Collected data:
★ ★ ★ ★ ★ ★ ★

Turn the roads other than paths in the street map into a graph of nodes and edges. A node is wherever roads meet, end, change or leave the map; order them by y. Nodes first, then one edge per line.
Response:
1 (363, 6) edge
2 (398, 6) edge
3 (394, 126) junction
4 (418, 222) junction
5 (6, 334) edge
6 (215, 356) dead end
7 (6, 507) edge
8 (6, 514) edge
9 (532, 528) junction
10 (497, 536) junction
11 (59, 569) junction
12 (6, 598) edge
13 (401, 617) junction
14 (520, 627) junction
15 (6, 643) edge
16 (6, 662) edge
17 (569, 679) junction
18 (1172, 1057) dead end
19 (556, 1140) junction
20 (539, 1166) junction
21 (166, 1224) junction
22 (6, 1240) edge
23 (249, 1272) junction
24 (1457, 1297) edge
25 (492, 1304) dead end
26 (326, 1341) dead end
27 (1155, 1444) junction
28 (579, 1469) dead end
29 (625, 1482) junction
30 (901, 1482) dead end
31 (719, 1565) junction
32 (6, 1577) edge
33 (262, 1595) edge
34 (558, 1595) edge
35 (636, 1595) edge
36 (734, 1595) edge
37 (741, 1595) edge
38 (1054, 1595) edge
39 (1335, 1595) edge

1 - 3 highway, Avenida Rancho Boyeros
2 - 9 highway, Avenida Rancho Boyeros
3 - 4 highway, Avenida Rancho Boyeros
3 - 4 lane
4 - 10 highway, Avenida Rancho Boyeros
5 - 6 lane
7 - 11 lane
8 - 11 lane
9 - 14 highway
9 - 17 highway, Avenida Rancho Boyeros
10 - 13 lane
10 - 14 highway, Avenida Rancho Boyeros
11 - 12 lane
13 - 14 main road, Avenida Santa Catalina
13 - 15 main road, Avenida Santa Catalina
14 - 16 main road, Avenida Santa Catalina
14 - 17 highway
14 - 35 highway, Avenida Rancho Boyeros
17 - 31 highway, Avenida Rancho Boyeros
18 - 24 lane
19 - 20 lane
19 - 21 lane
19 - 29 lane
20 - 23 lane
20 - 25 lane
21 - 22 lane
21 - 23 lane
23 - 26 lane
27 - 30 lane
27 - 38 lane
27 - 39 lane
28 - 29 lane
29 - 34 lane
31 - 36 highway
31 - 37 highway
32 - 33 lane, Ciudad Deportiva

★ ★ ★ ★ ★ ★ ★

Goal of the exercise: Each record shown above is to be given again exactly.

Result for this task:
Turn the roads other than paths in the street map into a graph of nodes and edges. A node is wherever roads meet, end, change or leave the map; order them by y. Nodes first, then one edge per line.
Response:
1 (363, 6) edge
2 (398, 6) edge
3 (394, 126) junction
4 (418, 222) junction
5 (6, 334) edge
6 (215, 356) dead end
7 (6, 507) edge
8 (6, 514) edge
9 (532, 528) junction
10 (497, 536) junction
11 (59, 569) junction
12 (6, 598) edge
13 (401, 617) junction
14 (520, 627) junction
15 (6, 643) edge
16 (6, 662) edge
17 (569, 679) junction
18 (1172, 1057) dead end
19 (556, 1140) junction
20 (539, 1166) junction
21 (166, 1224) junction
22 (6, 1240) edge
23 (249, 1272) junction
24 (1457, 1297) edge
25 (492, 1304) dead end
26 (326, 1341) dead end
27 (1155, 1444) junction
28 (579, 1469) dead end
29 (625, 1482) junction
30 (901, 1482) dead end
31 (719, 1565) junction
32 (6, 1577) edge
33 (262, 1595) edge
34 (558, 1595) edge
35 (636, 1595) edge
36 (734, 1595) edge
37 (741, 1595) edge
38 (1054, 1595) edge
39 (1335, 1595) edge

1 - 3 highway, Avenida Rancho Boyeros
2 - 9 highway, Avenida Rancho Boyeros
3 - 4 highway, Avenida Rancho Boyeros
3 - 4 lane
4 - 10 highway, Avenida Rancho Boyeros
5 - 6 lane
7 - 11 lane
8 - 11 lane
9 - 14 highway
9 - 17 highway, Avenida Rancho Boyeros
10 - 13 lane
10 - 14 highway, Avenida Rancho Boyeros
11 - 12 lane
13 - 14 main road, Avenida Santa Catalina
13 - 15 main road, Avenida Santa Catalina
14 - 16 main road, Avenida Santa Catalina
14 - 17 highway
14 - 35 highway, Avenida Rancho Boyeros
17 - 31 highway, Avenida Rancho Boyeros
18 - 24 lane
19 - 20 lane
19 - 21 lane
19 - 29 lane
20 - 23 lane
20 - 25 lane
21 - 22 lane
21 - 23 lane
23 - 26 lane
27 - 30 lane
27 - 38 lane
27 - 39 lane
28 - 29 lane
29 - 34 lane
31 - 36 highway
31 - 37 highway
32 - 33 lane, Ciudad Deportiva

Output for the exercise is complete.